In diesem Herbst kommt allerdings eine neue Unterrichtseinheit hinzu: über die Risiken und Nebenwirkungen des Diebstahls geistigen Eigentums aus dem Internet, allem voran von Musik- und Filmdateien. "Learn before you burn" (Lerne, bevor Du etwas brennst) nennt sich die Initiative. Wer erwischt wird, erhält als Disziplinarmaßnahme eine Woche Internetentzug.

Ob die pädagogische Maßnahme geeignet ist, Teens und Twens aus den populären Online-Tauschbörsen zu vertreiben, muss sich erst noch herausstellen. Dem amerikanischen Marktforschungsinstitut "Student Monitor" zufolge lädt die Hälfte aller Collegestudenten Musik und Filme illegal aus dem Netz. Marktforscher der NPD-Group schätzen zudem, dass 2006 allein 1,3 Milliarden Musikdateien auf die Festplatten der Studenten wanderten.

Druck der RIAA

Doch ist es keineswegs das verletzte Rechtsempfinden der Universitätsverwaltung in Berkeley, das sie bewegt, ihren Studenten den Pfad der Tugend zu weisen. Die Hochschule reagiert vielmehr auf den Druck, den der Verband der vier großen Musiklabels der USA, die "Recording Industry Association of America" (RIAA), seit Jahresbeginn auf die Lehranstalten ausübt.

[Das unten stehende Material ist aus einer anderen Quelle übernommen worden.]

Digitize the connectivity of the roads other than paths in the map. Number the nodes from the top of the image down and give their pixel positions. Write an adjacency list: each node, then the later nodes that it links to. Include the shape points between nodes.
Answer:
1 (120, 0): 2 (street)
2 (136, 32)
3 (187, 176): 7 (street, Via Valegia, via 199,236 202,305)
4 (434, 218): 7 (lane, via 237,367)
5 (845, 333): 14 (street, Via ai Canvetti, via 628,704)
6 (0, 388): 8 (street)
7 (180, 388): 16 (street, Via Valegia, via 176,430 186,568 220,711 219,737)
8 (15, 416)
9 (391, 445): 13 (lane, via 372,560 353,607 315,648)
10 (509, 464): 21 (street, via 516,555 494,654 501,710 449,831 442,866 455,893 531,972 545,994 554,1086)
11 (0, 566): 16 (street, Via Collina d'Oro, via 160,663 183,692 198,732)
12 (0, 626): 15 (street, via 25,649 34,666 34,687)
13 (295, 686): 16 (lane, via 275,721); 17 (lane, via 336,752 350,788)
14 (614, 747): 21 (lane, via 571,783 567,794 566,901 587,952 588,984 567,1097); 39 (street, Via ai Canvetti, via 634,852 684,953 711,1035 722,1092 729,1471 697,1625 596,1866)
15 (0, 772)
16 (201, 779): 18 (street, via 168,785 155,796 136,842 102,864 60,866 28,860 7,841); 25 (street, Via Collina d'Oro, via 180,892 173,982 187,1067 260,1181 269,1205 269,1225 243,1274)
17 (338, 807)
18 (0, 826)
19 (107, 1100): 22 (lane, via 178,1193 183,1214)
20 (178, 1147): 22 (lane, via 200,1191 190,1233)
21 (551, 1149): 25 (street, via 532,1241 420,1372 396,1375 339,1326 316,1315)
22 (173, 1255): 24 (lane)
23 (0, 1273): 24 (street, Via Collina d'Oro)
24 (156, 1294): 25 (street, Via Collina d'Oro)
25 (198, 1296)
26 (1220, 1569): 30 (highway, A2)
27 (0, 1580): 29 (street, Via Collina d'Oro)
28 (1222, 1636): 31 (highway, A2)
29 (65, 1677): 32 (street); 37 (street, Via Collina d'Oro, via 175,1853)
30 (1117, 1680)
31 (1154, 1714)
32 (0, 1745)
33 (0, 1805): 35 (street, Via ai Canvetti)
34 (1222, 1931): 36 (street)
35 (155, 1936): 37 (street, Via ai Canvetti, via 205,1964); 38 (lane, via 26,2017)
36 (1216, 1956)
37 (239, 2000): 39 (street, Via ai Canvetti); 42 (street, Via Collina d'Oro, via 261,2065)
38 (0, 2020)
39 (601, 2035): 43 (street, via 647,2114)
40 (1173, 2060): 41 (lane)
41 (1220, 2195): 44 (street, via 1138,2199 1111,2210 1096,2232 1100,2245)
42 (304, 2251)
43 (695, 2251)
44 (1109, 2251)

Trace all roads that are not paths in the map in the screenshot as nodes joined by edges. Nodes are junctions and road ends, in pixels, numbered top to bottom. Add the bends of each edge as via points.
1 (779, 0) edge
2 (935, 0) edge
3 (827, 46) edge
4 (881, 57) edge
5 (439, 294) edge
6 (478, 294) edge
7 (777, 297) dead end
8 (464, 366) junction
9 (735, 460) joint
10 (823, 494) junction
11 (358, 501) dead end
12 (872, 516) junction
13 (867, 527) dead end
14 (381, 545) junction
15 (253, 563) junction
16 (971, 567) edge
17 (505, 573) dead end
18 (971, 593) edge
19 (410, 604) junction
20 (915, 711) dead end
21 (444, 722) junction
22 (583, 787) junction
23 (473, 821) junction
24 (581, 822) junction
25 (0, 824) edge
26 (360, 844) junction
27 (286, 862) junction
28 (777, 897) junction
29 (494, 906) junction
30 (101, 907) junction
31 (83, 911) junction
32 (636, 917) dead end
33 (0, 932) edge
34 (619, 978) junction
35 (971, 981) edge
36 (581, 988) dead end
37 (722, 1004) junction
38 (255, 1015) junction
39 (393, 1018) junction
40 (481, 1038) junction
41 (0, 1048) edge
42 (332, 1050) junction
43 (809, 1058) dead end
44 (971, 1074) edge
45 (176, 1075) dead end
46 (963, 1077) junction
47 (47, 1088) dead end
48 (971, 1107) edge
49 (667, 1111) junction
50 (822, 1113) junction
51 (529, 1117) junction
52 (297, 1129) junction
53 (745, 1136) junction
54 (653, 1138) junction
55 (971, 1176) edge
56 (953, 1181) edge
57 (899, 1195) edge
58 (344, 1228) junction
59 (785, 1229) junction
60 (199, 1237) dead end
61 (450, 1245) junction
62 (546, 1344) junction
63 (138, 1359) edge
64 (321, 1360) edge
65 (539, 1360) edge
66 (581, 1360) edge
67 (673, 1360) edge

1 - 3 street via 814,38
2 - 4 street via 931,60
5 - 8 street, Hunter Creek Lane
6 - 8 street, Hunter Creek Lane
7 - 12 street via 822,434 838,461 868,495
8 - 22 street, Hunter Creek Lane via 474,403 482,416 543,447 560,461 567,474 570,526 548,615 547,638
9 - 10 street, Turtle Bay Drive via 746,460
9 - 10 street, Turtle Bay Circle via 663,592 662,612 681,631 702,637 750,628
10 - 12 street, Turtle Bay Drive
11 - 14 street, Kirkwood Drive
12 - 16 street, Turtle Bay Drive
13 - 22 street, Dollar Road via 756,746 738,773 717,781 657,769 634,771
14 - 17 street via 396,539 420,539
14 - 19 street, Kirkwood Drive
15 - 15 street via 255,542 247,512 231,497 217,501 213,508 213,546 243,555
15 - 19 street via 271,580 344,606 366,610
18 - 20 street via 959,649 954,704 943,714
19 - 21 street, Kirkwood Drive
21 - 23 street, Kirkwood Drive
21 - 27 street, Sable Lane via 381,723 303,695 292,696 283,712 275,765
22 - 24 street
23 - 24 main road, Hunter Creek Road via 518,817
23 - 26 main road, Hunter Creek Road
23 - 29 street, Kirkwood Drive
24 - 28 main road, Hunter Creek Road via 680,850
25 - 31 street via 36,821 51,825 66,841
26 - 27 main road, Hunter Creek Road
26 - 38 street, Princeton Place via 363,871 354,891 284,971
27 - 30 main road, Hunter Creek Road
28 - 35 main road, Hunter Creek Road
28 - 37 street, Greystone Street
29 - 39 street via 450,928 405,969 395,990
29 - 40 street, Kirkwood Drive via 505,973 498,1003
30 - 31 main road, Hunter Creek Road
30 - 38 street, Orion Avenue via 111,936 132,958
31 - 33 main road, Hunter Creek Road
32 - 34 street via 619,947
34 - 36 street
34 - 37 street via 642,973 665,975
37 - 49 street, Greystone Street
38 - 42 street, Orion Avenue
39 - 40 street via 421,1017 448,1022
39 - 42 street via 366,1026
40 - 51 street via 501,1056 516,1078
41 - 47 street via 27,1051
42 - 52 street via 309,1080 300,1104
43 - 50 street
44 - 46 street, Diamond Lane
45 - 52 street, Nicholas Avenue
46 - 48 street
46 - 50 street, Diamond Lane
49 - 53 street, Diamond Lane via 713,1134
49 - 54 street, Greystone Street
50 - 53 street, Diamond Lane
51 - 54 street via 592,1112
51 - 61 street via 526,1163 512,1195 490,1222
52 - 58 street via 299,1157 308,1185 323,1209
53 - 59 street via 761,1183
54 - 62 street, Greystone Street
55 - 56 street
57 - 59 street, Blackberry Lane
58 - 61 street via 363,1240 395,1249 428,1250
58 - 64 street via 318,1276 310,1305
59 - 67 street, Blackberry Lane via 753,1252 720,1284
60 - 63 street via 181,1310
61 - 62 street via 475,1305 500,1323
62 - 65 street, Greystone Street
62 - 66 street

Seit Februar hat die Organisation hunderte Drohbriefe an US-Hochschulen geschickt. Sie erklärt darin, dass durch eine IP-Adresse (die Anschrift eines Computers im Internet) identifizierte Nutzer Hochschulanschlüsse genutzt hätten, urheberrechtlich geschützte Musik zu verbreiten.

Sollten diese sich nicht bereit finden, außergerichtlich erkleckliche Summen zu zahlen - in der Regel 3000 bis 5000 Dollar -, droht die RIAA, folgten eine Strafanzeige und weit höhere Schadenersatzforderungen. Dahinter steckt erkennbar eine Kampagne, um die Universitäten und Studenten zum Handeln zu bewegen. So erklärte der Musikverband erst letzte Woche, man habe weitere 503 Briefe an Universitäten verschickt; gleichzeitig veröffentlichte er eine Liste der so bedachten Lehranstalten.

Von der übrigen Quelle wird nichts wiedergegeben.